Work item - Show the lines below where "positions" occurs.

───── Data extract ─────

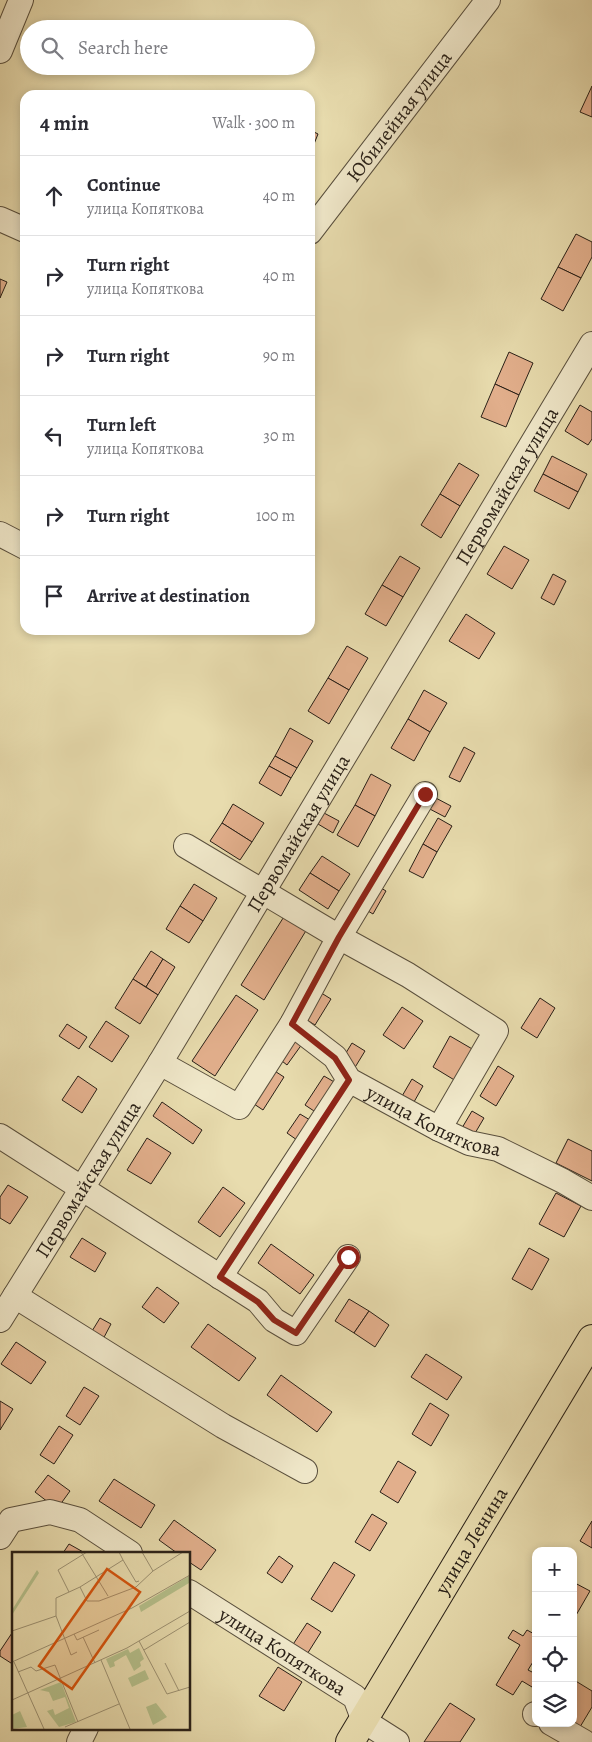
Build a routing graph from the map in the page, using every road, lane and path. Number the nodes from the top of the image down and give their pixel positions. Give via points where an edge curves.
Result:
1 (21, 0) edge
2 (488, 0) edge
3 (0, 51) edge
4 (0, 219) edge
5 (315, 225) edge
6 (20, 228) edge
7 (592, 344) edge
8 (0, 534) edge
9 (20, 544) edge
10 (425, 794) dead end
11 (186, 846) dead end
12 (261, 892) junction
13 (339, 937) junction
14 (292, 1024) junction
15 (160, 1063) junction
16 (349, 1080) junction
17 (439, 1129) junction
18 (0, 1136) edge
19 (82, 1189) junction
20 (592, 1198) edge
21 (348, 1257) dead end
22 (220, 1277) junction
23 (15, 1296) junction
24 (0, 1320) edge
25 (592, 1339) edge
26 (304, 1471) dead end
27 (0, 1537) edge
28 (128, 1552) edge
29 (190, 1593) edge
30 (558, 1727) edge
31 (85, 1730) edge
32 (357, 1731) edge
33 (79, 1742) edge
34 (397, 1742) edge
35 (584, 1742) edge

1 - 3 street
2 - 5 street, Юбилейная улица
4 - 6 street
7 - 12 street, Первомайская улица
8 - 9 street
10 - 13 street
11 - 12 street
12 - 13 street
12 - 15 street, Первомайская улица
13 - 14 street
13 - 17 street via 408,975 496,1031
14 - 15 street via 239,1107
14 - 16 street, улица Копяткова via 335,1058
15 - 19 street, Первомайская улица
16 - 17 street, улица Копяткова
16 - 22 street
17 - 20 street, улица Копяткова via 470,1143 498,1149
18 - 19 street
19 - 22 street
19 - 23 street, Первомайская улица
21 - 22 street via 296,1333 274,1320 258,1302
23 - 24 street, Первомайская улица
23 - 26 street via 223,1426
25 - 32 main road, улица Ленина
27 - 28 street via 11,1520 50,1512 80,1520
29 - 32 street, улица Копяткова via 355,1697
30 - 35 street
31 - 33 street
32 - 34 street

─────
───── Data extract ─────

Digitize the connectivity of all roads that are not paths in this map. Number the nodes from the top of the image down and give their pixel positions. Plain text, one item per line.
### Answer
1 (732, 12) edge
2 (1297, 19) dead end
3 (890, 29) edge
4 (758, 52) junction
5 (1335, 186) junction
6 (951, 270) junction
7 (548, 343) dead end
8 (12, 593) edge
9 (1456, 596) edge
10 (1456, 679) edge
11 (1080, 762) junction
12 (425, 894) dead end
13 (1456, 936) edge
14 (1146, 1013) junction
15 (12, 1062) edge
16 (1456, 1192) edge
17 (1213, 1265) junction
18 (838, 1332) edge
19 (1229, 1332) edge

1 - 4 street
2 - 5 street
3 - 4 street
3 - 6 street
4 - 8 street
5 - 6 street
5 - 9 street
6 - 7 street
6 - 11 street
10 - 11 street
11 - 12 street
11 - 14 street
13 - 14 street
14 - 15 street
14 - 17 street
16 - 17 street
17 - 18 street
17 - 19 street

─────
───── Data extract ─────

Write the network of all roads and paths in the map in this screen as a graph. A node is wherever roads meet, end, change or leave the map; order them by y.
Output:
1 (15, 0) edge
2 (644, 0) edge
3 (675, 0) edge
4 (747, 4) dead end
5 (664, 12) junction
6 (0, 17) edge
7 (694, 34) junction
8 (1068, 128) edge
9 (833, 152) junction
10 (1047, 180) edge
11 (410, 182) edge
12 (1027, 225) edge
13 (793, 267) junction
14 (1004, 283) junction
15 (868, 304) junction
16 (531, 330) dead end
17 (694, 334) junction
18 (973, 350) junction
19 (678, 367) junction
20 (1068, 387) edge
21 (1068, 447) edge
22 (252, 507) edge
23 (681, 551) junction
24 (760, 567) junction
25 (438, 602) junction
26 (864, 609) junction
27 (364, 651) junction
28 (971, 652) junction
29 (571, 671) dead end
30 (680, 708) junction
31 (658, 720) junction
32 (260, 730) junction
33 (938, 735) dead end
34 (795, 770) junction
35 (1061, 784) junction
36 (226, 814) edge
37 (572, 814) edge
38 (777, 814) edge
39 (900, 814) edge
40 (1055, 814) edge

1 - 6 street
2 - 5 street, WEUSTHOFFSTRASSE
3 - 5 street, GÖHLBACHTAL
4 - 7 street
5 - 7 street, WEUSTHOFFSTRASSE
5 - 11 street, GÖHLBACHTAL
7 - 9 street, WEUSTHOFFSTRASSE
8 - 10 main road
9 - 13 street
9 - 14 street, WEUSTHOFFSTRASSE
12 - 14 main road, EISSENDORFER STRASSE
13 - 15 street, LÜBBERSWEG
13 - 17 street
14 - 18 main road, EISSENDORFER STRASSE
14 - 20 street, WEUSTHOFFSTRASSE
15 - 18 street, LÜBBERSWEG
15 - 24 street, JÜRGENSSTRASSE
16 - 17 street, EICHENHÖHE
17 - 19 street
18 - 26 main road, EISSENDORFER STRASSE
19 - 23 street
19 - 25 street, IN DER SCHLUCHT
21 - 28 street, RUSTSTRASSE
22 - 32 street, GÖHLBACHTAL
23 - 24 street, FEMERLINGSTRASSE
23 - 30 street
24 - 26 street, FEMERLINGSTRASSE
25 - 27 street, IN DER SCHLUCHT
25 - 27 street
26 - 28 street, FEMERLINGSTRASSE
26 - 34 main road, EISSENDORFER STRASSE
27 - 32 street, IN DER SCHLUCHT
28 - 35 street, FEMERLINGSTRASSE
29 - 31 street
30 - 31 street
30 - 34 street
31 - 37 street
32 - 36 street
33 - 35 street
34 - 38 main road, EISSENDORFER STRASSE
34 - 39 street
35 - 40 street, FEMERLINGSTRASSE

─────

Result for this exercise -
Build a routing graph from the map in the page, using every road, lane and path. Number the nodes from the top of the image down and give their pixel positions. Give via points where an edge curves.
Digitize the connectivity of all roads that are not paths in this map. Number the nodes from the top of the image down and give their pixel positions. Plain text, one item per line.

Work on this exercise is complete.